Exactly as they stand, set down the following records once more.

_Entries provided_
——
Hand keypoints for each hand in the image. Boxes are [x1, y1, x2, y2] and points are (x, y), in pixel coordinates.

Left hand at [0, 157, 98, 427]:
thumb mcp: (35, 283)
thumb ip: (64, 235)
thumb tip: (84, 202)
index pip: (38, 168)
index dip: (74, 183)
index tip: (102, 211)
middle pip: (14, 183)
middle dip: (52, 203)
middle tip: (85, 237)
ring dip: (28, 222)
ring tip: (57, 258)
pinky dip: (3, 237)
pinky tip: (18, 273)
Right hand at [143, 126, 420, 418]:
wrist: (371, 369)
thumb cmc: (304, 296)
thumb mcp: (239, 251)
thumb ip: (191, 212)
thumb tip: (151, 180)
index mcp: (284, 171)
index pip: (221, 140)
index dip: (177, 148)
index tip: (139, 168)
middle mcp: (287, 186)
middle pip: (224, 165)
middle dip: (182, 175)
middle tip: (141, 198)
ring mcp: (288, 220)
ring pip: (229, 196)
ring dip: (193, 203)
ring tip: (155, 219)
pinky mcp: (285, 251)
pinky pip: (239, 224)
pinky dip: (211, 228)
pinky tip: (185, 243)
——
_Solved problem_
Hand keypoints for each hand in the image. Boxes are [x1, y1, x2, y2] and points are (x, y), in pixel coordinates.

Left hand at [0, 157, 98, 427]:
thumb mcp: (35, 283)
thumb ip: (64, 235)
thumb tip: (84, 202)
index pip: (38, 168)
index dip: (74, 183)
index tip: (102, 211)
middle pip: (14, 183)
middle dip: (52, 203)
middle tip: (85, 237)
ring dip: (28, 222)
ring tip: (57, 258)
pinky dip: (3, 237)
pinky tip: (18, 273)
Right hand at [143, 126, 420, 418]:
wrist: (371, 369)
thumb cmc: (304, 296)
thumb mcp: (239, 251)
thumb ip: (191, 212)
thumb tip: (151, 180)
index mcp: (284, 171)
index pip: (221, 140)
index dip: (177, 148)
index tip: (139, 168)
middle mcp: (287, 186)
middle pip: (224, 165)
middle dip: (182, 175)
middle tip: (141, 198)
ring mcp: (288, 220)
ring pip: (229, 196)
ring dip: (193, 203)
ring tip: (155, 219)
pinky mcp: (285, 251)
pinky pip: (239, 224)
pinky dip: (211, 228)
pinky tip: (185, 243)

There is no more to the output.